I'm trying to understand how to port the following D7 code.


function x_menu() {
    $menu['x/form/test/%/%'] = [
        'page callback' => 'drupal_get_form',
        'page arguments' => ['x_form_test', 3, 4],
        'type' => MENU_CALLBACK,
        'title' => 'Test Form',
    ];
    return $menu;
}


function x_form_test(&$form, $form_state, $arg1, $arg2) {
    return $form;
}

From what I can glean from the documentation of the Routing and Form API, the new way to connect a path to a form is to put this in x.routing.yml:

x.form_test:
    path: 'x/form/{arg1}/{arg2}',
    defaults:
        _form: '\Drupal\x\XFormTest'
        _title: 'Test Form'

and then create a form class XFormTest that ultimately descends from FormBase.

However, it's clearly impossible to add extra arguments to inherited functions like public FormInterface::buildForm(array $form, FormStateInterface $form_state).
See comment below.
How can I read $arg1 and $arg2 in buildForm, preferably while still pointing the route at the form rather than putting a Controller around it?

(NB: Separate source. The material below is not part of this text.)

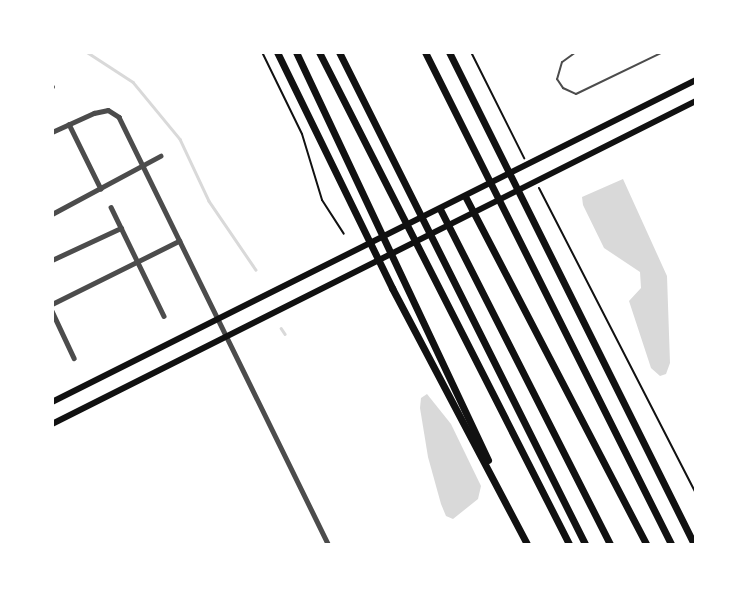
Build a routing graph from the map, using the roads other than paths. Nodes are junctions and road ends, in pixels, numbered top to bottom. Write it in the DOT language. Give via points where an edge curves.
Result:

https://www.drupal.org/node/2092643

Comments

slewazimuth’s picture

Maybe its just me, but I got the impression from the documentation on Drupal 8 that the system functions on a request/response basis. Therefore, information in a request is ALWAYS available. So if I wanted the information for 'arg1' and didn't have more specific information handy, I would just use \Drupal::request()->get('arg1') to get the arg1 value.

That should make argument information available no matter where you are. You can also setup default values for arguments in the routing file.

x.form_test:
    path: 'x/form/{arg1}/{arg2}',
    defaults:
        _form:  '\Drupal\x\XFormTest'
        _title:  'Test Form'
        arg1:  'default value1'
        arg2:  'default value2'

I'm sure there is likely more specific information available but I'm only looking at things from a very rudimentary level.

cburschka’s picture

I misinterpreted the error I was getting when I tried to override the buildForm() function. When it failed with an "incompatible arguments" error, I assumed that PHP inheritance was similarly restricted as Java (which does require exact signature matches).

PHP, which has optional function arguments (instead of overloading), allows adding such arguments to the overriding function as they do not alter the "contract", but merely extend it transparently. There's nothing wrong with directly transferring the D7 form builder arguments ($form, $form_state, $arg1 = '...') into the D8 arguments (array $form, FormStateInterface $form_state, $arg1 = '...').

The "incompatible" error I got was actually due to accidentally copying the submitForm() signature and turning $form into &$form. Switching an argument to by-reference does alter the contract, so it's not allowed.